_Records supplied_

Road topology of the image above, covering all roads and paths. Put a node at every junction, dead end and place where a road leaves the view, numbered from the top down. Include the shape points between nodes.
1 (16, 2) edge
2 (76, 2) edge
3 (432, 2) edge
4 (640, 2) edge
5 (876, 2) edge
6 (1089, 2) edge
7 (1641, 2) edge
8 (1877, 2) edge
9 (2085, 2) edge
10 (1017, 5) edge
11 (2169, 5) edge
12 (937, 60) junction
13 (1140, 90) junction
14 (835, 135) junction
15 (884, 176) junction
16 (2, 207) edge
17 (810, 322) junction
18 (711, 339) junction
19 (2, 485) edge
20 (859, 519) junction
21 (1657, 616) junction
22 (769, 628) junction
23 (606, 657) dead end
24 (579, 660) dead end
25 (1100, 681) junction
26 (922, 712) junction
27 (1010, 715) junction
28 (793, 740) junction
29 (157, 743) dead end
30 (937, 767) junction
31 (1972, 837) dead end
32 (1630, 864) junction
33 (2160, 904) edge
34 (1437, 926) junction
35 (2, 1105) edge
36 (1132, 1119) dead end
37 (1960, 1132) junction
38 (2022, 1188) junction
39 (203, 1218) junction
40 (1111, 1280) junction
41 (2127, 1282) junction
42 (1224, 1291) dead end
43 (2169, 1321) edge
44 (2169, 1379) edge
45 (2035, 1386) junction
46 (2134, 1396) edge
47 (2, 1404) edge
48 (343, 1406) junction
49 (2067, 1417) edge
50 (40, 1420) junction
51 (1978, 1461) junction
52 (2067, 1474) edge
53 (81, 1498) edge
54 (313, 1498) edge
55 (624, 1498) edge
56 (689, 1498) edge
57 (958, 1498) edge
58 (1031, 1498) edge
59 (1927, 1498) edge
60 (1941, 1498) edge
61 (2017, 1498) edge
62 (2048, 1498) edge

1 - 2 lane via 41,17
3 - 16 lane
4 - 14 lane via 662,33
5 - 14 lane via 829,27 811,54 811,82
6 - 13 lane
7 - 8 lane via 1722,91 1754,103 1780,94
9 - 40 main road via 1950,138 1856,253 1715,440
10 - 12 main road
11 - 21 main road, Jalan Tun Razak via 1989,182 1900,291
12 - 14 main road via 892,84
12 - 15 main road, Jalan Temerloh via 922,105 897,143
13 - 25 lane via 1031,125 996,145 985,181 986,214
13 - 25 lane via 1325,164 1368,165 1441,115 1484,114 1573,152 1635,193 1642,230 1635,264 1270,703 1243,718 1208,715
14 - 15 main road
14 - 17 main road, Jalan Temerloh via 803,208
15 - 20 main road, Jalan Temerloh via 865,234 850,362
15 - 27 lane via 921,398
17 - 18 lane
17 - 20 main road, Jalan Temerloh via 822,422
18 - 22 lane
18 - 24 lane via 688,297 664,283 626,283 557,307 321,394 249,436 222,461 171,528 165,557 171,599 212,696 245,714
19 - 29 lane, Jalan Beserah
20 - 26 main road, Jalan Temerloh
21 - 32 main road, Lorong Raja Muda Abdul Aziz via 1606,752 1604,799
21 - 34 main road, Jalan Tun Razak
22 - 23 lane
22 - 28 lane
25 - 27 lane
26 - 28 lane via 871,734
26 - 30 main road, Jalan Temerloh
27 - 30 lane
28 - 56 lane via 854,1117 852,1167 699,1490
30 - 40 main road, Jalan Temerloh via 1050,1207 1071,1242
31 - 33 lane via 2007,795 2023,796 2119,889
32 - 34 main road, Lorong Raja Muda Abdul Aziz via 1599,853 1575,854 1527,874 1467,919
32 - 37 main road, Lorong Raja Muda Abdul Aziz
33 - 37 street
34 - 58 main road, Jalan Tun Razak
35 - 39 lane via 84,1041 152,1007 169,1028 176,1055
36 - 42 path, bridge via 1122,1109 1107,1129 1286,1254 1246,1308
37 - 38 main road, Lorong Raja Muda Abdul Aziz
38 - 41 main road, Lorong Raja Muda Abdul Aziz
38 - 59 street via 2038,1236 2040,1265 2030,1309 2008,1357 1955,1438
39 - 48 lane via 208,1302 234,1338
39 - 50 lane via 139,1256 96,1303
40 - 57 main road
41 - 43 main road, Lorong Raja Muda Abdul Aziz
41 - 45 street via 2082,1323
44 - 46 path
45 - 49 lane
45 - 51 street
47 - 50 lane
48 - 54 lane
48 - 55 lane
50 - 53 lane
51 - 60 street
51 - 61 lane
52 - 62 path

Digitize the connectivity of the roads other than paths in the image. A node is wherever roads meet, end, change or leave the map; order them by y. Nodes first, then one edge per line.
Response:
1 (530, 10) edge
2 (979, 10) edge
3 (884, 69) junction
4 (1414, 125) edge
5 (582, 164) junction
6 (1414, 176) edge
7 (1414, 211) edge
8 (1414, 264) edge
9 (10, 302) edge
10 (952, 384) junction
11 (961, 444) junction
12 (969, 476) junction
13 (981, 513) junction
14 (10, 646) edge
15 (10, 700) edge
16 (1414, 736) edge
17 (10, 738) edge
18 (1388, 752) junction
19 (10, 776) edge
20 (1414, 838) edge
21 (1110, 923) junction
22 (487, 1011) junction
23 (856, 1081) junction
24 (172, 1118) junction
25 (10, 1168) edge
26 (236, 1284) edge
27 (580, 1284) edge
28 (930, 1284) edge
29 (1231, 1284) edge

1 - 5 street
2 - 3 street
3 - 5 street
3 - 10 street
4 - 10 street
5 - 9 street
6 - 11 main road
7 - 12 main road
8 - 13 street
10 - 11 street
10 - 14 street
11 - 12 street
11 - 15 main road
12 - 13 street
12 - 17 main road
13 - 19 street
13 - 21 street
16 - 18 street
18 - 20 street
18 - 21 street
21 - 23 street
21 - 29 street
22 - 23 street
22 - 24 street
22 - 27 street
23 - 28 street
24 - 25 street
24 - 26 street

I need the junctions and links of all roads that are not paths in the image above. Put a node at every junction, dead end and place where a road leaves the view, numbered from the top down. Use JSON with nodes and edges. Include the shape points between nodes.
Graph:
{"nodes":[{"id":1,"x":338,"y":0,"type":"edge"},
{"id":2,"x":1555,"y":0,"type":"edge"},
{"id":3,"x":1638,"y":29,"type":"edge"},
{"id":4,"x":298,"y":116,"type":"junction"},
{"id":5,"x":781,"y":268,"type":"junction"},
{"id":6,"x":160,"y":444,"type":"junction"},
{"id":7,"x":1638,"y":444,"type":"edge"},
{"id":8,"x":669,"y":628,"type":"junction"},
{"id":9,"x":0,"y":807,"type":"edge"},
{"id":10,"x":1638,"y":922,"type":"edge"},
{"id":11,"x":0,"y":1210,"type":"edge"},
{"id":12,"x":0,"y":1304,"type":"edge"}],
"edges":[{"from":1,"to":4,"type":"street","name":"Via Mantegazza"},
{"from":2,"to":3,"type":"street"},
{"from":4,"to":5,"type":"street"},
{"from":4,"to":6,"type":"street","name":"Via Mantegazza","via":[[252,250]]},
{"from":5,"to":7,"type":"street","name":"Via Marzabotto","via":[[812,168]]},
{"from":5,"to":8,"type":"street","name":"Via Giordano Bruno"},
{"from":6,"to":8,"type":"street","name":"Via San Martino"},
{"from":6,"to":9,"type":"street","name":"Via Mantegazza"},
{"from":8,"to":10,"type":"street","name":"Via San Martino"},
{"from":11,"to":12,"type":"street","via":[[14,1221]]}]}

_Required work_
In the answer, each line of the data must appear exactly as written.

_Result_
Road topology of the image above, covering all roads and paths. Put a node at every junction, dead end and place where a road leaves the view, numbered from the top down. Include the shape points between nodes.
1 (16, 2) edge
2 (76, 2) edge
3 (432, 2) edge
4 (640, 2) edge
5 (876, 2) edge
6 (1089, 2) edge
7 (1641, 2) edge
8 (1877, 2) edge
9 (2085, 2) edge
10 (1017, 5) edge
11 (2169, 5) edge
12 (937, 60) junction
13 (1140, 90) junction
14 (835, 135) junction
15 (884, 176) junction
16 (2, 207) edge
17 (810, 322) junction
18 (711, 339) junction
19 (2, 485) edge
20 (859, 519) junction
21 (1657, 616) junction
22 (769, 628) junction
23 (606, 657) dead end
24 (579, 660) dead end
25 (1100, 681) junction
26 (922, 712) junction
27 (1010, 715) junction
28 (793, 740) junction
29 (157, 743) dead end
30 (937, 767) junction
31 (1972, 837) dead end
32 (1630, 864) junction
33 (2160, 904) edge
34 (1437, 926) junction
35 (2, 1105) edge
36 (1132, 1119) dead end
37 (1960, 1132) junction
38 (2022, 1188) junction
39 (203, 1218) junction
40 (1111, 1280) junction
41 (2127, 1282) junction
42 (1224, 1291) dead end
43 (2169, 1321) edge
44 (2169, 1379) edge
45 (2035, 1386) junction
46 (2134, 1396) edge
47 (2, 1404) edge
48 (343, 1406) junction
49 (2067, 1417) edge
50 (40, 1420) junction
51 (1978, 1461) junction
52 (2067, 1474) edge
53 (81, 1498) edge
54 (313, 1498) edge
55 (624, 1498) edge
56 (689, 1498) edge
57 (958, 1498) edge
58 (1031, 1498) edge
59 (1927, 1498) edge
60 (1941, 1498) edge
61 (2017, 1498) edge
62 (2048, 1498) edge

1 - 2 lane via 41,17
3 - 16 lane
4 - 14 lane via 662,33
5 - 14 lane via 829,27 811,54 811,82
6 - 13 lane
7 - 8 lane via 1722,91 1754,103 1780,94
9 - 40 main road via 1950,138 1856,253 1715,440
10 - 12 main road
11 - 21 main road, Jalan Tun Razak via 1989,182 1900,291
12 - 14 main road via 892,84
12 - 15 main road, Jalan Temerloh via 922,105 897,143
13 - 25 lane via 1031,125 996,145 985,181 986,214
13 - 25 lane via 1325,164 1368,165 1441,115 1484,114 1573,152 1635,193 1642,230 1635,264 1270,703 1243,718 1208,715
14 - 15 main road
14 - 17 main road, Jalan Temerloh via 803,208
15 - 20 main road, Jalan Temerloh via 865,234 850,362
15 - 27 lane via 921,398
17 - 18 lane
17 - 20 main road, Jalan Temerloh via 822,422
18 - 22 lane
18 - 24 lane via 688,297 664,283 626,283 557,307 321,394 249,436 222,461 171,528 165,557 171,599 212,696 245,714
19 - 29 lane, Jalan Beserah
20 - 26 main road, Jalan Temerloh
21 - 32 main road, Lorong Raja Muda Abdul Aziz via 1606,752 1604,799
21 - 34 main road, Jalan Tun Razak
22 - 23 lane
22 - 28 lane
25 - 27 lane
26 - 28 lane via 871,734
26 - 30 main road, Jalan Temerloh
27 - 30 lane
28 - 56 lane via 854,1117 852,1167 699,1490
30 - 40 main road, Jalan Temerloh via 1050,1207 1071,1242
31 - 33 lane via 2007,795 2023,796 2119,889
32 - 34 main road, Lorong Raja Muda Abdul Aziz via 1599,853 1575,854 1527,874 1467,919
32 - 37 main road, Lorong Raja Muda Abdul Aziz
33 - 37 street
34 - 58 main road, Jalan Tun Razak
35 - 39 lane via 84,1041 152,1007 169,1028 176,1055
36 - 42 path, bridge via 1122,1109 1107,1129 1286,1254 1246,1308
37 - 38 main road, Lorong Raja Muda Abdul Aziz
38 - 41 main road, Lorong Raja Muda Abdul Aziz
38 - 59 street via 2038,1236 2040,1265 2030,1309 2008,1357 1955,1438
39 - 48 lane via 208,1302 234,1338
39 - 50 lane via 139,1256 96,1303
40 - 57 main road
41 - 43 main road, Lorong Raja Muda Abdul Aziz
41 - 45 street via 2082,1323
44 - 46 path
45 - 49 lane
45 - 51 street
47 - 50 lane
48 - 54 lane
48 - 55 lane
50 - 53 lane
51 - 60 street
51 - 61 lane
52 - 62 path

Digitize the connectivity of the roads other than paths in the image. A node is wherever roads meet, end, change or leave the map; order them by y. Nodes first, then one edge per line.
Response:
1 (530, 10) edge
2 (979, 10) edge
3 (884, 69) junction
4 (1414, 125) edge
5 (582, 164) junction
6 (1414, 176) edge
7 (1414, 211) edge
8 (1414, 264) edge
9 (10, 302) edge
10 (952, 384) junction
11 (961, 444) junction
12 (969, 476) junction
13 (981, 513) junction
14 (10, 646) edge
15 (10, 700) edge
16 (1414, 736) edge
17 (10, 738) edge
18 (1388, 752) junction
19 (10, 776) edge
20 (1414, 838) edge
21 (1110, 923) junction
22 (487, 1011) junction
23 (856, 1081) junction
24 (172, 1118) junction
25 (10, 1168) edge
26 (236, 1284) edge
27 (580, 1284) edge
28 (930, 1284) edge
29 (1231, 1284) edge

1 - 5 street
2 - 3 street
3 - 5 street
3 - 10 street
4 - 10 street
5 - 9 street
6 - 11 main road
7 - 12 main road
8 - 13 street
10 - 11 street
10 - 14 street
11 - 12 street
11 - 15 main road
12 - 13 street
12 - 17 main road
13 - 19 street
13 - 21 street
16 - 18 street
18 - 20 street
18 - 21 street
21 - 23 street
21 - 29 street
22 - 23 street
22 - 24 street
22 - 27 street
23 - 28 street
24 - 25 street
24 - 26 street

I need the junctions and links of all roads that are not paths in the image above. Put a node at every junction, dead end and place where a road leaves the view, numbered from the top down. Use JSON with nodes and edges. Include the shape points between nodes.
Graph:
{"nodes":[{"id":1,"x":338,"y":0,"type":"edge"},
{"id":2,"x":1555,"y":0,"type":"edge"},
{"id":3,"x":1638,"y":29,"type":"edge"},
{"id":4,"x":298,"y":116,"type":"junction"},
{"id":5,"x":781,"y":268,"type":"junction"},
{"id":6,"x":160,"y":444,"type":"junction"},
{"id":7,"x":1638,"y":444,"type":"edge"},
{"id":8,"x":669,"y":628,"type":"junction"},
{"id":9,"x":0,"y":807,"type":"edge"},
{"id":10,"x":1638,"y":922,"type":"edge"},
{"id":11,"x":0,"y":1210,"type":"edge"},
{"id":12,"x":0,"y":1304,"type":"edge"}],
"edges":[{"from":1,"to":4,"type":"street","name":"Via Mantegazza"},
{"from":2,"to":3,"type":"street"},
{"from":4,"to":5,"type":"street"},
{"from":4,"to":6,"type":"street","name":"Via Mantegazza","via":[[252,250]]},
{"from":5,"to":7,"type":"street","name":"Via Marzabotto","via":[[812,168]]},
{"from":5,"to":8,"type":"street","name":"Via Giordano Bruno"},
{"from":6,"to":8,"type":"street","name":"Via San Martino"},
{"from":6,"to":9,"type":"street","name":"Via Mantegazza"},
{"from":8,"to":10,"type":"street","name":"Via San Martino"},
{"from":11,"to":12,"type":"street","via":[[14,1221]]}]}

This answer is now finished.